Cities have always been meeting places, and this is borne out today by the variety of disciplines jostling to be heard regarding urban pasts, presents and futures. I use the term ‘jostle’ deliberately: while there are many good examples of genuinely interdisciplinary approaches and projects, there is arguably less— and less productive—crossover than desirable. Concerns, insights and approaches that are normal and normalized in one setting remain ignored or under-utilized in others. There is still much to learn from setting aside the presumptions of centrality that most disciplines carry as an integral part of their armature. While this kind of decentring is never easy, the need seems particularly acute when key trajectories associated with urban digital infrastructure — notably the capacity to automate the collection, storage, retrieval and processing of unprecedented volumes of data — cut across so many fields, changing fundamental aspects of social existence in the process. To take one example, which is perhaps not simply one among many: communication studies, like many disciplines, used to be organized around conceptual frameworks that relied on broadly dividing the realm of ‘face to face’ interaction from various forms of ‘mediated’ experience. The former was lived, the latter represented. While this binary relation was never watertight, it proved stable enough to authorise a whole era of research that can be traced across very diverse approaches from Goffman’s studies on social interactions in public to Debord’s theoretical elaborations on spectacle. However, this long assumed separation between ‘immediacy’ and ‘mediated’ social life no longer offers the same traction on experience and knowing in the 21st century. This shift is particularly acute in relation to cities, which have been the primary testing ground for emergent socio-technical regimes in which embodied interactions are everywhere tightly interwoven with new forms of technical mediation, generating novel, hybrid spatial and social forms.

This is the uncertain ground on which urban e-planning takes place. The fact that there has been ongoing debate over the orientation and demarcation of the e-planning paradigm (Silva 2010) is not surprising given that its underlying concern is formulating a relation to technology.

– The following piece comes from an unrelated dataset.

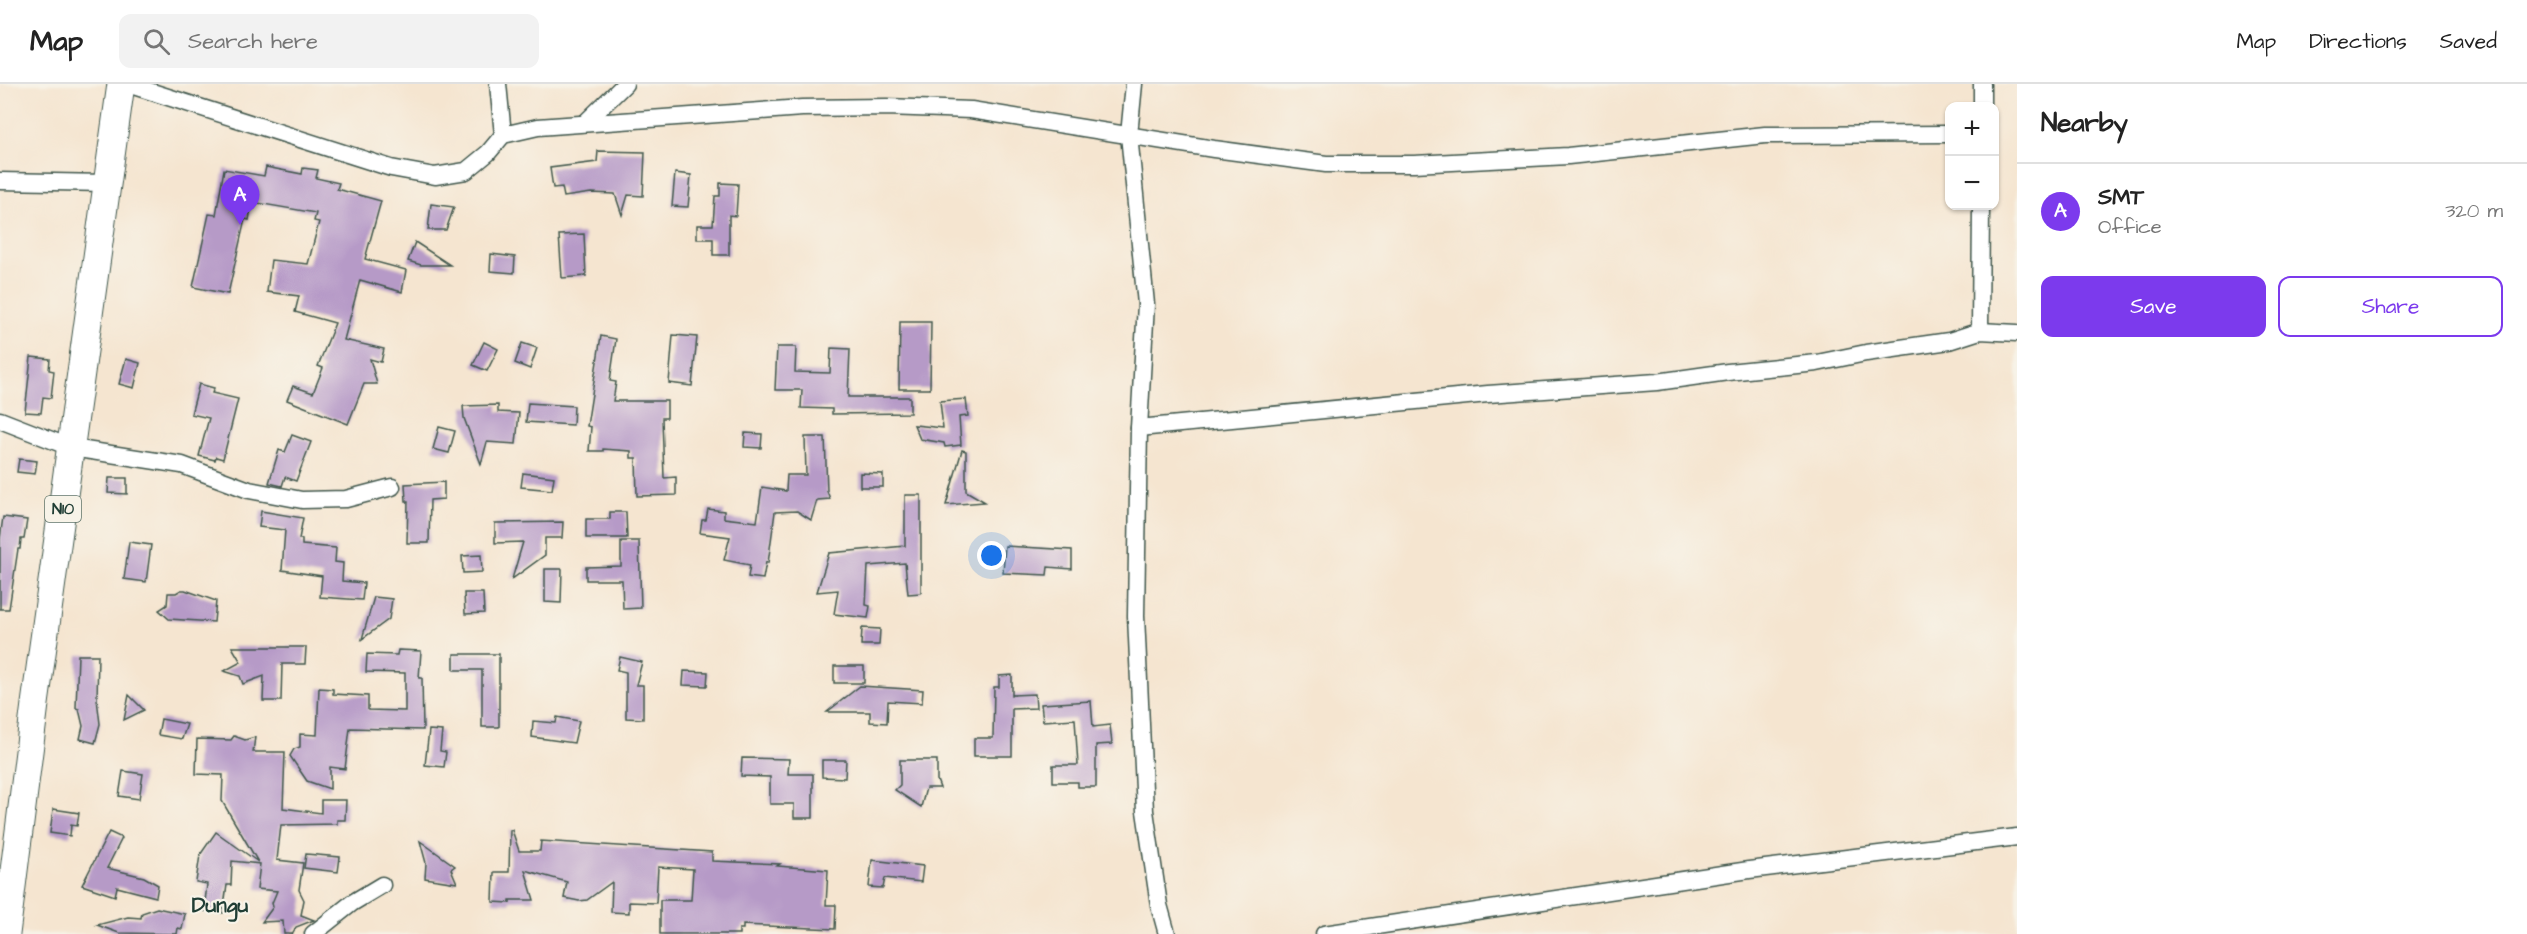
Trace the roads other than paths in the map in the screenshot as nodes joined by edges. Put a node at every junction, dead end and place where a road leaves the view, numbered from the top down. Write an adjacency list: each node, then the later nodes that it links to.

Is e-planning a set of (digital) tools, a new urban planning paradigm enabled by ICTs, or does it require a more general reconsideration of the broader settings of urban life in which planning is now conducted? Whether you adopt a minimalist or more expansive position, posing such questions underlines the extent to which e-planning is implicated in ongoing debates about how to better recognize the complex and contingent interplay of technology with human and other agencies.